**EXERCISE REQUIREMENTS**.
Copy out every line holding the string "Героев" from the records below.

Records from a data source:
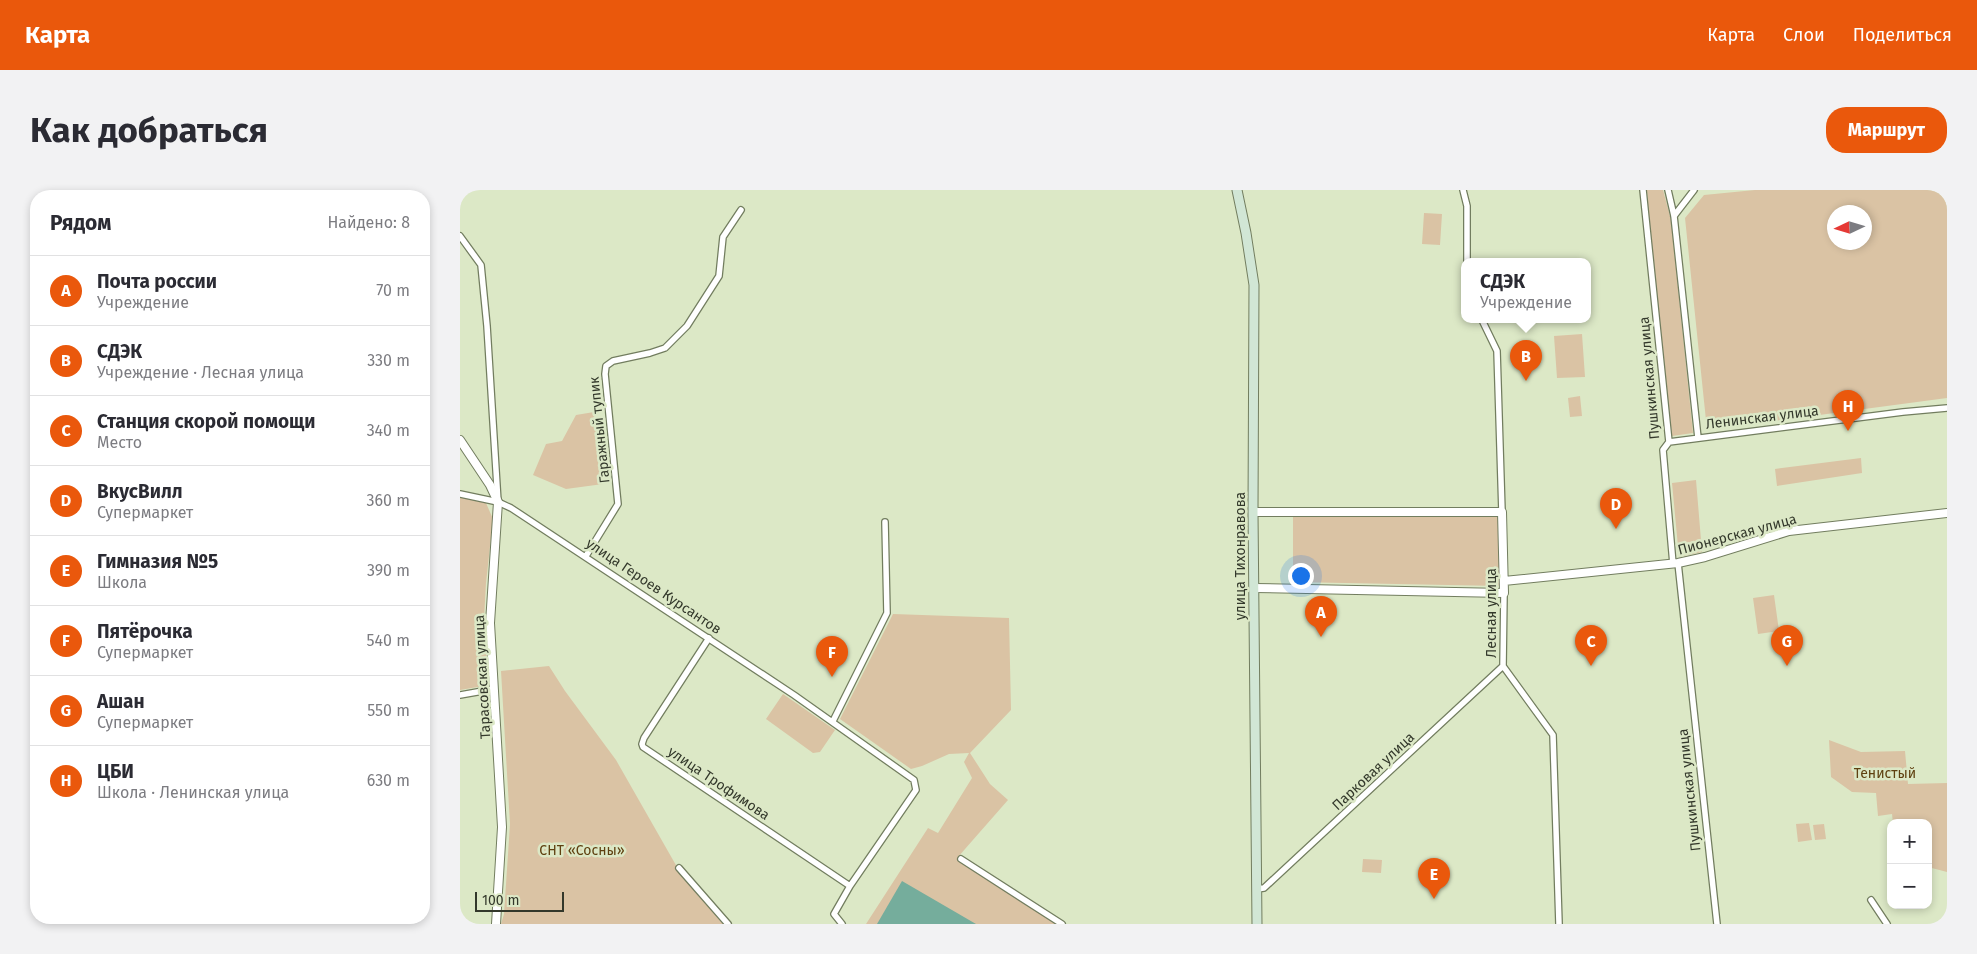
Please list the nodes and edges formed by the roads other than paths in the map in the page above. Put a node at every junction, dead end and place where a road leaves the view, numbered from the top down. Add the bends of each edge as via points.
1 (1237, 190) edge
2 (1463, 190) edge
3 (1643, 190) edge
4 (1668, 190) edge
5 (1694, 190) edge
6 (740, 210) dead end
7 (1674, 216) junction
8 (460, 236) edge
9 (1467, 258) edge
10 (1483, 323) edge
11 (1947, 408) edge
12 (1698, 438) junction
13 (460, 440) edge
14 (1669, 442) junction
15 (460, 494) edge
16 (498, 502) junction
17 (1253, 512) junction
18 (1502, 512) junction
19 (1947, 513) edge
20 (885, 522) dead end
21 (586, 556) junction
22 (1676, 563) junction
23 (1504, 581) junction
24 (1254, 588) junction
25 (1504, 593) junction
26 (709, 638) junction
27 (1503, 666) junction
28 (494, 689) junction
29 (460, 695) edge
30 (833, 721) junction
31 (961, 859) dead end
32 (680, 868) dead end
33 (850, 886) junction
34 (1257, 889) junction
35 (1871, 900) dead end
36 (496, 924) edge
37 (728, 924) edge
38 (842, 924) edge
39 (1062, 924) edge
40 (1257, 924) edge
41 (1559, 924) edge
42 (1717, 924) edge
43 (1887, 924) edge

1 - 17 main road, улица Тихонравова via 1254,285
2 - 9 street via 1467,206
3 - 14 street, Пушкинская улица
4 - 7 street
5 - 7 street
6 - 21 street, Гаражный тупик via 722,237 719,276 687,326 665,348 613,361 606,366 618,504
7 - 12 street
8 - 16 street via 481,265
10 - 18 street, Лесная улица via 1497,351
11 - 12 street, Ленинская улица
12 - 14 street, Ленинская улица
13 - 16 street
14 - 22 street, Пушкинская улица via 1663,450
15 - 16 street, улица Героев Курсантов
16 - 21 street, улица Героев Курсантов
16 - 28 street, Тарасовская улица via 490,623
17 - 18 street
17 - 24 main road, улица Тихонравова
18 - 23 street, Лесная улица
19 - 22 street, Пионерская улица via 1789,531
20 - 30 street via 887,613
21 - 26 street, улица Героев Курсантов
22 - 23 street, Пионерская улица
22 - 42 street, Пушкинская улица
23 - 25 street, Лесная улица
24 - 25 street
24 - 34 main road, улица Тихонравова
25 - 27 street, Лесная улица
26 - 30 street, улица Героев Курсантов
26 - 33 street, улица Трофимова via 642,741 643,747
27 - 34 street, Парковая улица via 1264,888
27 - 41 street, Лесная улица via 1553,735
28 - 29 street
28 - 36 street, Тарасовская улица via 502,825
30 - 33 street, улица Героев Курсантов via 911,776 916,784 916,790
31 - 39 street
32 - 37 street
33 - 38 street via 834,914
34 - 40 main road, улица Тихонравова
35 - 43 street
==
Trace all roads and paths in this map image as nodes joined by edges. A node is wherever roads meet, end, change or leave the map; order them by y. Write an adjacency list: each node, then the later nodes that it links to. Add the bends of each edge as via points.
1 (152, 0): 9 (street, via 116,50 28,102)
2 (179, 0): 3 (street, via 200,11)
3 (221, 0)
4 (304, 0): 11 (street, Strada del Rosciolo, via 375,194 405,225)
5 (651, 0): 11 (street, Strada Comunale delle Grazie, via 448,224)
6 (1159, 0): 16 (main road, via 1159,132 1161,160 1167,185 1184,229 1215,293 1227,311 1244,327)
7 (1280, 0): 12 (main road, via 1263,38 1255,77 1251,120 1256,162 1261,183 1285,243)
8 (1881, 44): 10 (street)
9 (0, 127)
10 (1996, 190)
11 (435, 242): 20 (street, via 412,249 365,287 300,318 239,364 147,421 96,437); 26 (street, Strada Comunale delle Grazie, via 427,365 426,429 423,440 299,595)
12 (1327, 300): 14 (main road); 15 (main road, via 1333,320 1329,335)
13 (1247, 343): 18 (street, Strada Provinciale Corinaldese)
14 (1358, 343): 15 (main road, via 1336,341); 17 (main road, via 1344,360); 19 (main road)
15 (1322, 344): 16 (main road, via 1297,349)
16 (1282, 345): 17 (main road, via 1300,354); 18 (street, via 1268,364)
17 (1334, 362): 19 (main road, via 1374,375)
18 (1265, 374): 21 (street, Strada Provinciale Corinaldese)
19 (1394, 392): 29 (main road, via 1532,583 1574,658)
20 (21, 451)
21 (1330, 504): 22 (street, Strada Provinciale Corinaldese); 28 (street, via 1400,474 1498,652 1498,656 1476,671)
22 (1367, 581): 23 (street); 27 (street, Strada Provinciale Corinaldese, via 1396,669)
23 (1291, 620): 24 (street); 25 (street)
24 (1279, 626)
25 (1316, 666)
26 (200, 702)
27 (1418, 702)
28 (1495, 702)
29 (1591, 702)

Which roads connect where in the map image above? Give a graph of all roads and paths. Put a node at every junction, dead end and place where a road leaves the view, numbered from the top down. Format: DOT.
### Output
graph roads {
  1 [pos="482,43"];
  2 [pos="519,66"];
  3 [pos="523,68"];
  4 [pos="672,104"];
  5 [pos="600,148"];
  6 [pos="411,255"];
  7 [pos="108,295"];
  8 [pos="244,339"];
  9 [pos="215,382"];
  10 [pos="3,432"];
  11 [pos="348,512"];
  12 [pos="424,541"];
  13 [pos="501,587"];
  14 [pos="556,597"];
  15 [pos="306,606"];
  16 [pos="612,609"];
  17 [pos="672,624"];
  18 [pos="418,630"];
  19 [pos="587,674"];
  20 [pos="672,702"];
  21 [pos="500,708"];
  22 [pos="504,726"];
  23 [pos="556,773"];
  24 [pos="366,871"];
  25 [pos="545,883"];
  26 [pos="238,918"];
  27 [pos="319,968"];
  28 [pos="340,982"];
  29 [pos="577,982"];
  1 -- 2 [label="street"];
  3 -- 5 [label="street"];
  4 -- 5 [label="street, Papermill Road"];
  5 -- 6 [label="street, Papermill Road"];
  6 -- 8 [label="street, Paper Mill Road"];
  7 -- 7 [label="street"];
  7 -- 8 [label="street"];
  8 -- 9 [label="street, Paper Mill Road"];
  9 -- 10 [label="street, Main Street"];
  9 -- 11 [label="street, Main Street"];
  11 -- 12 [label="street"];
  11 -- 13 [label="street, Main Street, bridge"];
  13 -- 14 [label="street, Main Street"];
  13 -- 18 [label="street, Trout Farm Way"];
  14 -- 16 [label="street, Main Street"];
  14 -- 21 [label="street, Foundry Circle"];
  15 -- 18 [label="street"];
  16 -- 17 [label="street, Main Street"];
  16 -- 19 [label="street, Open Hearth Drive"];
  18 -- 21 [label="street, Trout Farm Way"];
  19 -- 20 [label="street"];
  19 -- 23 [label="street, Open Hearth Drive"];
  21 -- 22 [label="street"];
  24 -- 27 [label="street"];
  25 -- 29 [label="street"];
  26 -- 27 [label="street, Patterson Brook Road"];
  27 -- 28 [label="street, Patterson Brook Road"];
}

**RESPONSE**.
15 - 16 street, улица Героев Курсантов
16 - 21 street, улица Героев Курсантов
21 - 26 street, улица Героев Курсантов
26 - 30 street, улица Героев Курсантов
30 - 33 street, улица Героев Курсантов via 911,776 916,784 916,790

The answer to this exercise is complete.